"""

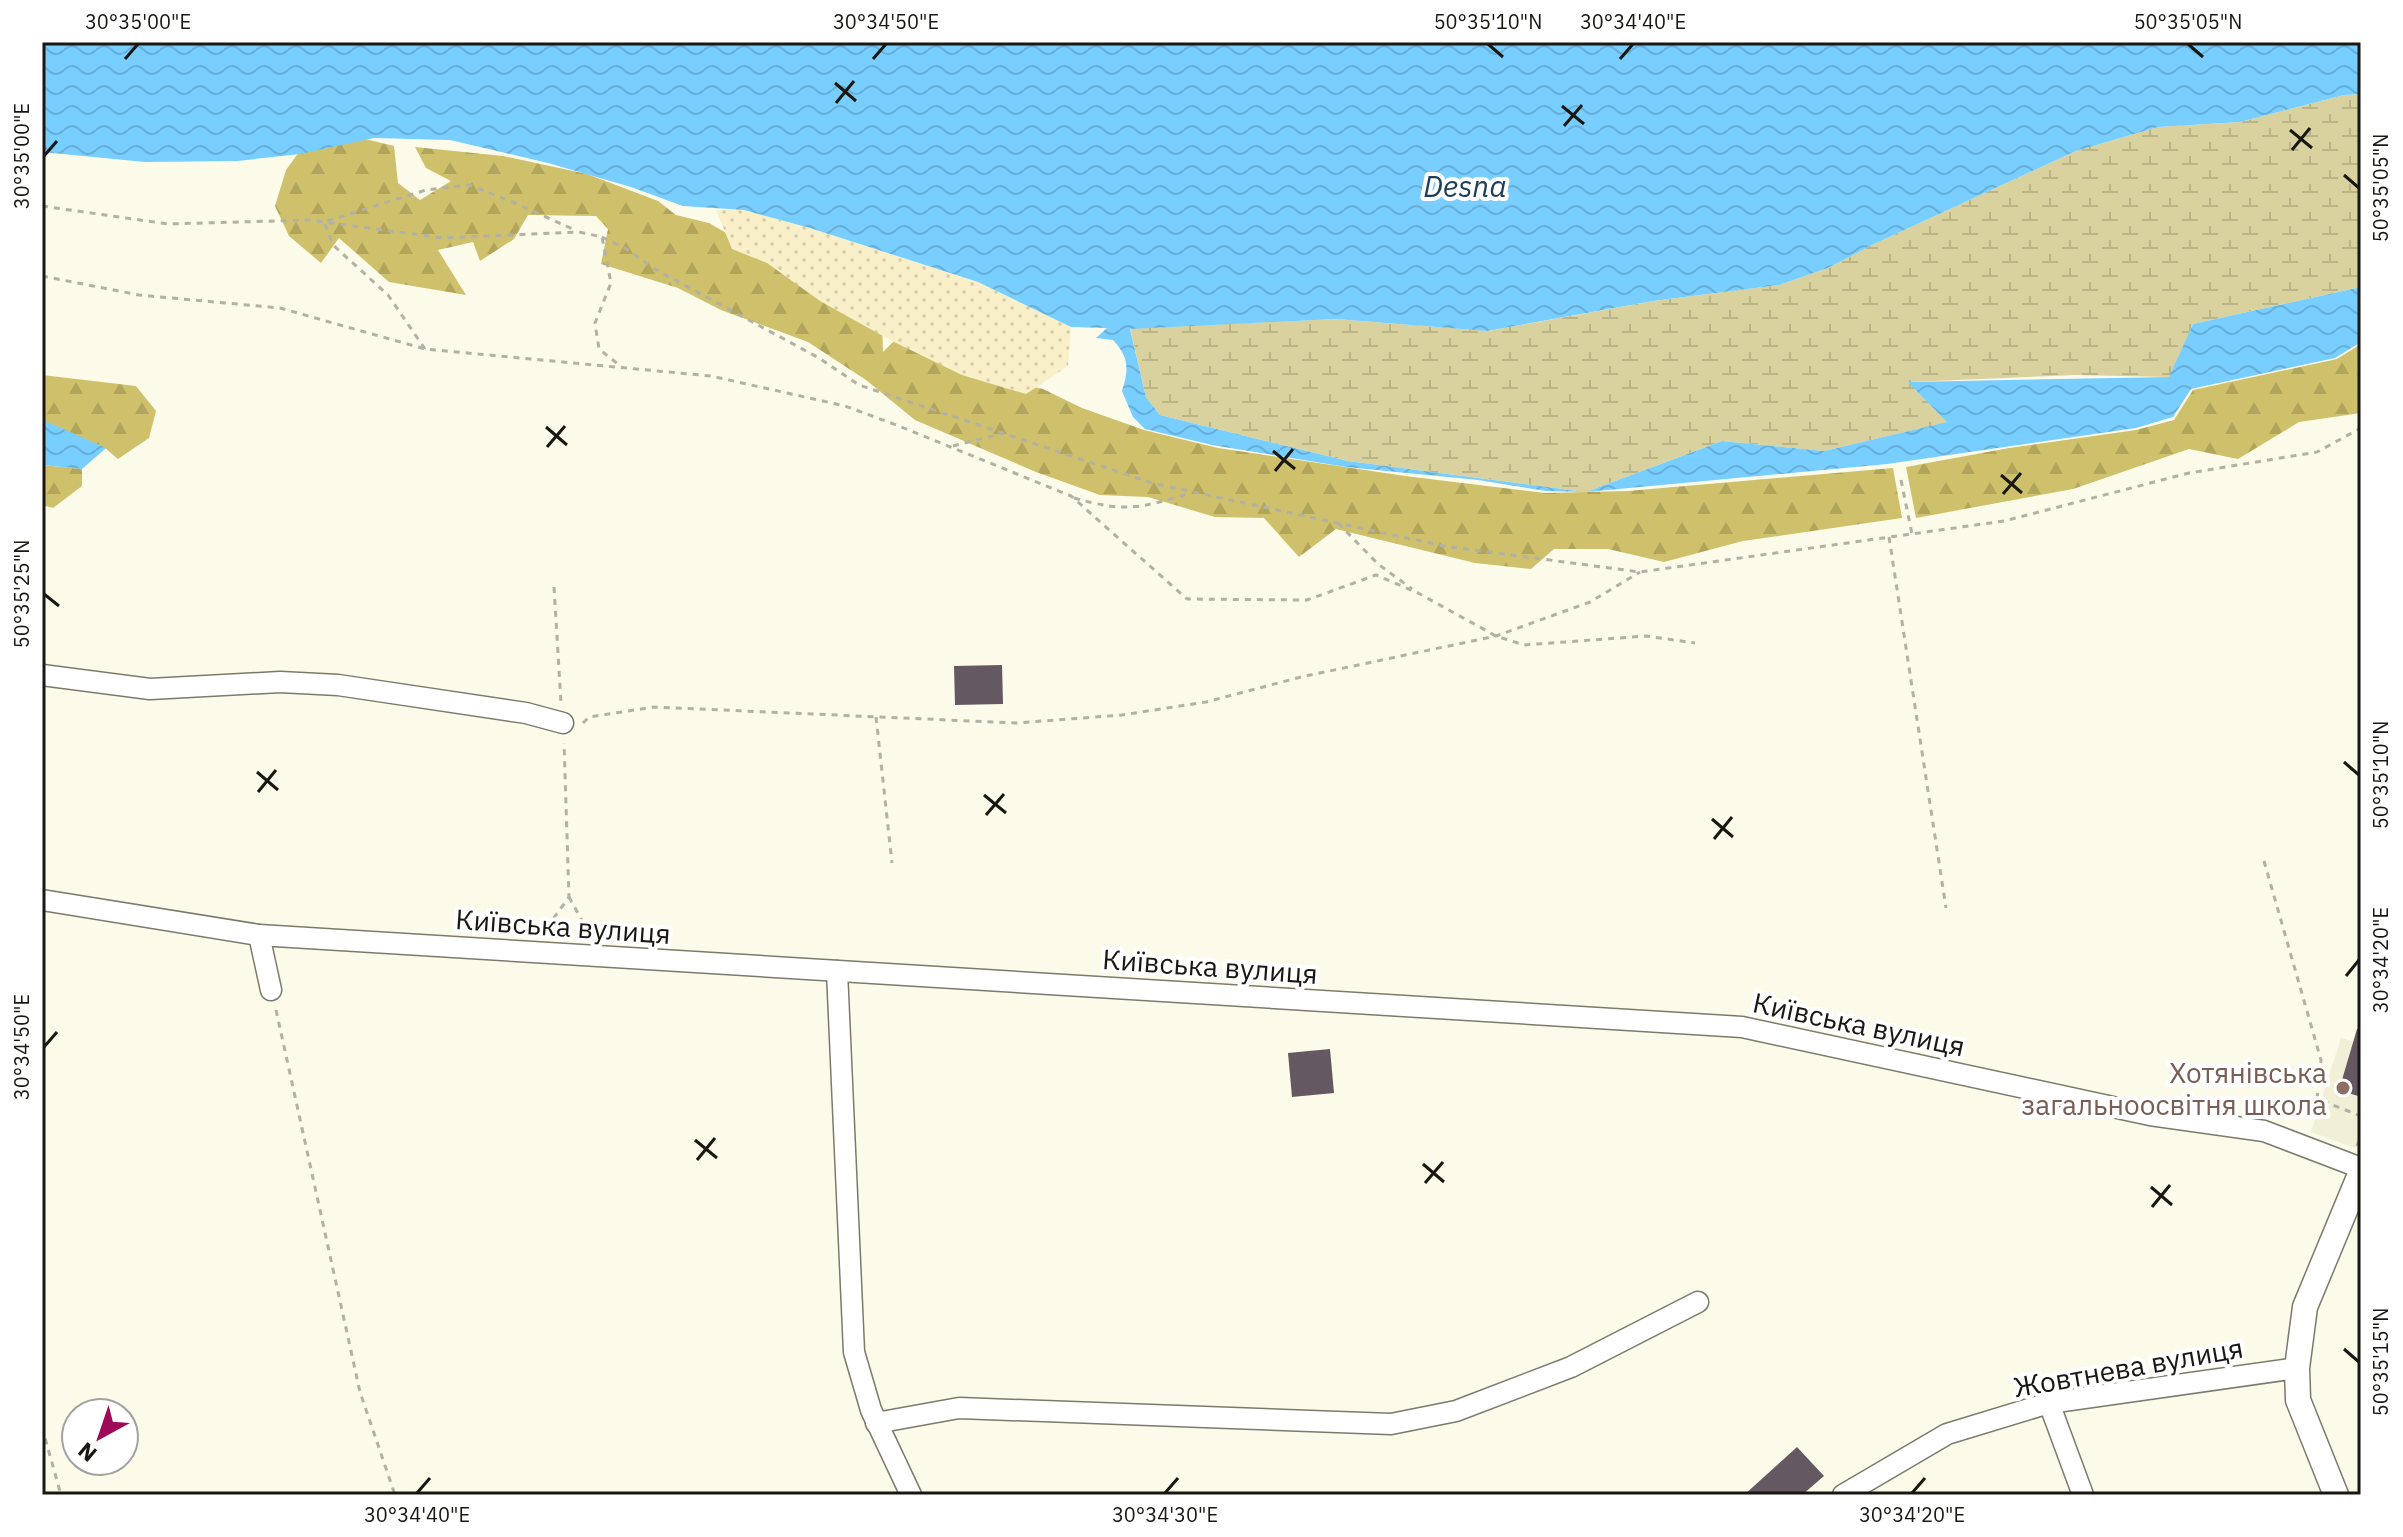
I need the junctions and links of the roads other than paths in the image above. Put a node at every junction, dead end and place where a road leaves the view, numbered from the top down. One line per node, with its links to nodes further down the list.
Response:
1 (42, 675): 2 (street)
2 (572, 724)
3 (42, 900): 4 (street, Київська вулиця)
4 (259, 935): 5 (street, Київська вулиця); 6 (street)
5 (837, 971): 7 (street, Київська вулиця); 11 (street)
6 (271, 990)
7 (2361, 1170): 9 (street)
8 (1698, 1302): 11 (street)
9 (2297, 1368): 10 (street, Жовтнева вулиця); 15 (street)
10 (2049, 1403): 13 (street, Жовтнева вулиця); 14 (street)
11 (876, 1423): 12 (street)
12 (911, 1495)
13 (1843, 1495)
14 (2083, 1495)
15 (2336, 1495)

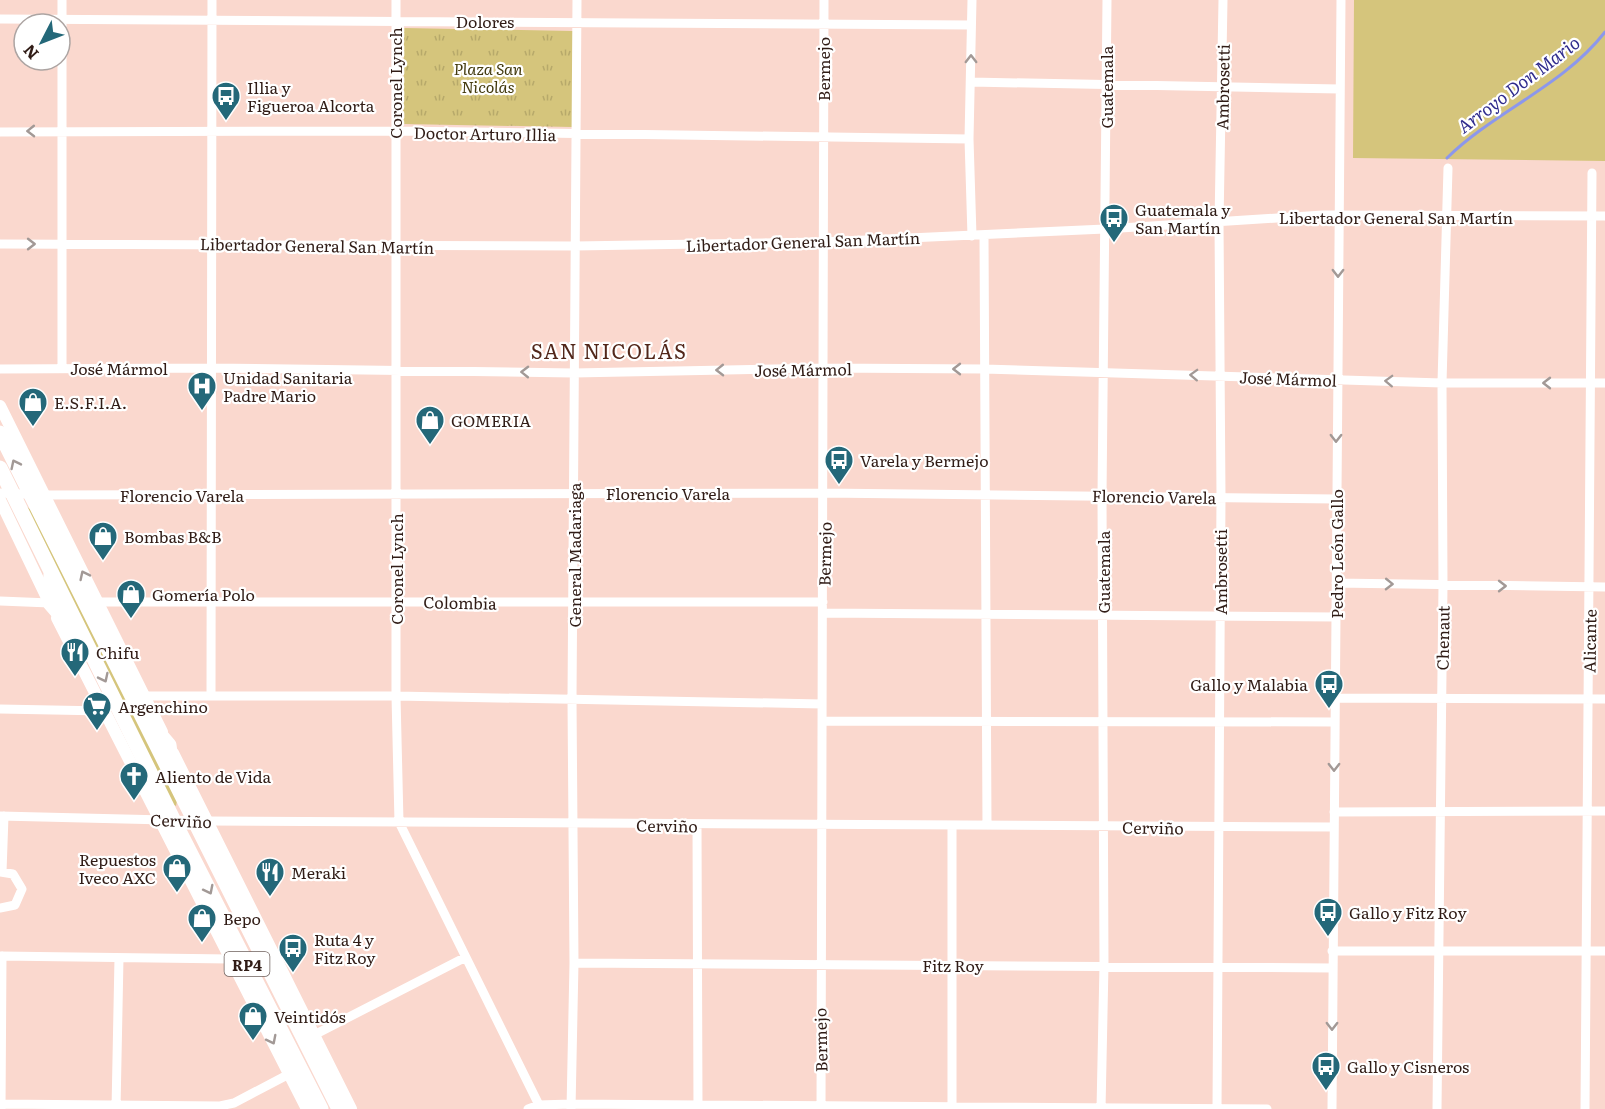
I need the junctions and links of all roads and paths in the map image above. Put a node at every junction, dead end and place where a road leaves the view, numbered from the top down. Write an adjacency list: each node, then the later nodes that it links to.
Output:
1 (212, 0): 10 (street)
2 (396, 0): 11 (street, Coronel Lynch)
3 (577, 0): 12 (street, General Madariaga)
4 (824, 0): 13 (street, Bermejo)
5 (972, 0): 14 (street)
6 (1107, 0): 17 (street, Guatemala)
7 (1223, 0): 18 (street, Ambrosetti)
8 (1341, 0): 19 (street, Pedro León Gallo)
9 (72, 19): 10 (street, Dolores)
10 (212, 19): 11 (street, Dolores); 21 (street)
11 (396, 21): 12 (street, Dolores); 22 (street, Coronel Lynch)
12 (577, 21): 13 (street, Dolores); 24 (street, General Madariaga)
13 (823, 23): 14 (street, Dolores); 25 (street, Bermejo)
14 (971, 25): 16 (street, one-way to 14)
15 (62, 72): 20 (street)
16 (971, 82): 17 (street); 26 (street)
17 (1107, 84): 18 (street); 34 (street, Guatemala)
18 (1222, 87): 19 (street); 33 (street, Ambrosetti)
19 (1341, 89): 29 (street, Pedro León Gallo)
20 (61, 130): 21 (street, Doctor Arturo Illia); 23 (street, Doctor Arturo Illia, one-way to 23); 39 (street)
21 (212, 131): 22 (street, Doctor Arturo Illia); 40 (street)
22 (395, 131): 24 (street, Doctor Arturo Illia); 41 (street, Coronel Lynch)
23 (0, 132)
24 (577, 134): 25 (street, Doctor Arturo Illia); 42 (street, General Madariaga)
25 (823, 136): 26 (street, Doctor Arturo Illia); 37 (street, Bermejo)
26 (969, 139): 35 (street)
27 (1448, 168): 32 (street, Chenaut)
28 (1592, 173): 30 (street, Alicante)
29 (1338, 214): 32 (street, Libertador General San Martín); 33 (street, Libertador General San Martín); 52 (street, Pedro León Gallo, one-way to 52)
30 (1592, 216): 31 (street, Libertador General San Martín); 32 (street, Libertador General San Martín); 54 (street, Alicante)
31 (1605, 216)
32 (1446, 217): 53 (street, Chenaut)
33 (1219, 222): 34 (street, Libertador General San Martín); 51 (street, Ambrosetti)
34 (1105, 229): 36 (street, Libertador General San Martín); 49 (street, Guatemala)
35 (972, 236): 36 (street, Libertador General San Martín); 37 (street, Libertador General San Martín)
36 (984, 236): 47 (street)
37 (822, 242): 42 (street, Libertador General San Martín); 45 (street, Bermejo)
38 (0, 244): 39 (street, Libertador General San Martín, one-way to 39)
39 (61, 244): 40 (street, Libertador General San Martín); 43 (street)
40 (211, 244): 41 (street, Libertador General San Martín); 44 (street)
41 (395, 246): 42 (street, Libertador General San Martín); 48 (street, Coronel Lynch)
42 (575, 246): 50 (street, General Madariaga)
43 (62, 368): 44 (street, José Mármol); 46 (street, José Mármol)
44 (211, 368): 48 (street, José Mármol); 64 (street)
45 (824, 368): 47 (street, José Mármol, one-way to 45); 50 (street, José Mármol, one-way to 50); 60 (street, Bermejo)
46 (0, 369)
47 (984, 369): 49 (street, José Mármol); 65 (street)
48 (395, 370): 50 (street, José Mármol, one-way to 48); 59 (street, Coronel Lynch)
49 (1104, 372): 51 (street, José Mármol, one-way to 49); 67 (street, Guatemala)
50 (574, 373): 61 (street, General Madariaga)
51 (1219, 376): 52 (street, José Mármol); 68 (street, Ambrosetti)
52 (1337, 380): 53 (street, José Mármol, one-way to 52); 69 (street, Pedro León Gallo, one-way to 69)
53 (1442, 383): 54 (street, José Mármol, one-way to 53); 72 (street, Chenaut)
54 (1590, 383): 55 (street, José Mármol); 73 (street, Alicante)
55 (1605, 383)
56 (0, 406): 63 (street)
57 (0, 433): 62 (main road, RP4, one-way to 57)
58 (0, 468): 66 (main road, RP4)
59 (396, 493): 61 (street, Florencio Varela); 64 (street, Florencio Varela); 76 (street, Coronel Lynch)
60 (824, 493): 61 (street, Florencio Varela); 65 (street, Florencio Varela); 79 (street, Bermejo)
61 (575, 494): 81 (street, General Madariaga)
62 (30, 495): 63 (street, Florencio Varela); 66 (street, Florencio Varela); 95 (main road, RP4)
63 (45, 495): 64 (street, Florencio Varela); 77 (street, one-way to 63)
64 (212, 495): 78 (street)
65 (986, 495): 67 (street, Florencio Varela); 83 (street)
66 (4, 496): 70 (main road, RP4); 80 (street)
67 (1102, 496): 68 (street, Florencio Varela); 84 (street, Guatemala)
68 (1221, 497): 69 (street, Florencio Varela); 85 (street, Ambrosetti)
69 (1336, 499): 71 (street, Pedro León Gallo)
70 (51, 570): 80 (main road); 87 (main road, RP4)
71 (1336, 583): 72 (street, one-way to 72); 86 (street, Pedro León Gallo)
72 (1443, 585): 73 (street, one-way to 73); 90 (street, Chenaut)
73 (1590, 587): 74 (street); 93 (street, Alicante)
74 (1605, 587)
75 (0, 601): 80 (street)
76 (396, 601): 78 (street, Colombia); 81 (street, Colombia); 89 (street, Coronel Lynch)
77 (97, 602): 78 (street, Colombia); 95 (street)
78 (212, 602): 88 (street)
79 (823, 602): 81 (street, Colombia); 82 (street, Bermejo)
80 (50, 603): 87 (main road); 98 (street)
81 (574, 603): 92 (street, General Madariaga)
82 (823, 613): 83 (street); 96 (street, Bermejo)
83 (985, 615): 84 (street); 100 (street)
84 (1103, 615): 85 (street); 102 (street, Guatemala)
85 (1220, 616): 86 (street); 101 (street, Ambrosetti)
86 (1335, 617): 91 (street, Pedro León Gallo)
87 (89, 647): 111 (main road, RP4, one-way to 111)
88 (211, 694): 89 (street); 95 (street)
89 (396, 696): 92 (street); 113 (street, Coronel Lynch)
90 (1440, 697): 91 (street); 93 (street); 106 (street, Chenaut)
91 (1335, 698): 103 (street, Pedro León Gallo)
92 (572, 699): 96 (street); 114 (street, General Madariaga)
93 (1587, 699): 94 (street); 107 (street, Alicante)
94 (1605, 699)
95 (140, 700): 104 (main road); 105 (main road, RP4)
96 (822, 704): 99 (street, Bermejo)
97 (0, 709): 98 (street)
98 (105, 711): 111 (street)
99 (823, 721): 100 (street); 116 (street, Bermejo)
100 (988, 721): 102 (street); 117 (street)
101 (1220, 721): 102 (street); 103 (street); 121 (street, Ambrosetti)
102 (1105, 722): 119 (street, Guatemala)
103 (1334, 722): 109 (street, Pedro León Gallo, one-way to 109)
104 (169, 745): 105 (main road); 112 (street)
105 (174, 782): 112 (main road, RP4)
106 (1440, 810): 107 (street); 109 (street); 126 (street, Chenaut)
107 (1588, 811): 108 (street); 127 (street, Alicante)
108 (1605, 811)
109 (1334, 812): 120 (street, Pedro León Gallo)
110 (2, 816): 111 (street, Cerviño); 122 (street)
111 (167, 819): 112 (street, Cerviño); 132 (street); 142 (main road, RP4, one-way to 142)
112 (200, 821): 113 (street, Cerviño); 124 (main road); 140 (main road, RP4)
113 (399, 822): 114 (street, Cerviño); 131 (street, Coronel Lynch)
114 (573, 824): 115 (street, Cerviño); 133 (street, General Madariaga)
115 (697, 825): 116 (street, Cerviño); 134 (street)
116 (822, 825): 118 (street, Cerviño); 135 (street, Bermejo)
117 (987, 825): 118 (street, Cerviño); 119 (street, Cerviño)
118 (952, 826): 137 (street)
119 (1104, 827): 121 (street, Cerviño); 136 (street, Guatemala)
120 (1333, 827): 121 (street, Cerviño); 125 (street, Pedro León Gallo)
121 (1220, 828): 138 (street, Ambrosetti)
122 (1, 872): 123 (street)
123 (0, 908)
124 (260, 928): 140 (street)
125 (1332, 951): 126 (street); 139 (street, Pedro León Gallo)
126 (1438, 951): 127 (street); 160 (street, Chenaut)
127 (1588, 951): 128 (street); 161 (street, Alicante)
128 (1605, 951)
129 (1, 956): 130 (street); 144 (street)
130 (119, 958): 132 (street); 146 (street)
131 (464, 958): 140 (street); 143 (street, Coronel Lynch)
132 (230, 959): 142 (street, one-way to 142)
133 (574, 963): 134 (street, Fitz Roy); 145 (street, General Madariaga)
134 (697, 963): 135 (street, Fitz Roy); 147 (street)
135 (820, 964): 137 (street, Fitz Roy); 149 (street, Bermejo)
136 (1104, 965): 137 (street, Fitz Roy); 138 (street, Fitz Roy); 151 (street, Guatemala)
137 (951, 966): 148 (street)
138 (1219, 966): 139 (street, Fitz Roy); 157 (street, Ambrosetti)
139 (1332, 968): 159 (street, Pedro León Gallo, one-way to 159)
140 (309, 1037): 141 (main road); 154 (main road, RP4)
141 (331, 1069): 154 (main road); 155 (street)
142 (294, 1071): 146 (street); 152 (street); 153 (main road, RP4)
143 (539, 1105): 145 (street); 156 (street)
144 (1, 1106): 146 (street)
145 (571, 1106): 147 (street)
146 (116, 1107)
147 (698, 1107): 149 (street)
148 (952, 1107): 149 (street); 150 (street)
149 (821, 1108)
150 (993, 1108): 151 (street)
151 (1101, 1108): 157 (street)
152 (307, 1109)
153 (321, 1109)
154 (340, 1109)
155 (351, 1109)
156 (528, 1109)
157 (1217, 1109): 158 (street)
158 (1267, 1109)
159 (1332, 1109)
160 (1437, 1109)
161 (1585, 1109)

"""

YOUR TASK: Find the word "junction" in the listing and copy each line that contains it.

PROBLEM SOLUTION:
I need the junctions and links of the roads other than paths in the image above. Put a node at every junction, dead end and place where a road leaves the view, numbered from the top down. One line per node, with its links to nodes further down the list.
I need the junctions and links of all roads and paths in the map image above. Put a node at every junction, dead end and place where a road leaves the view, numbered from the top down. Write an adjacency list: each node, then the later nodes that it links to.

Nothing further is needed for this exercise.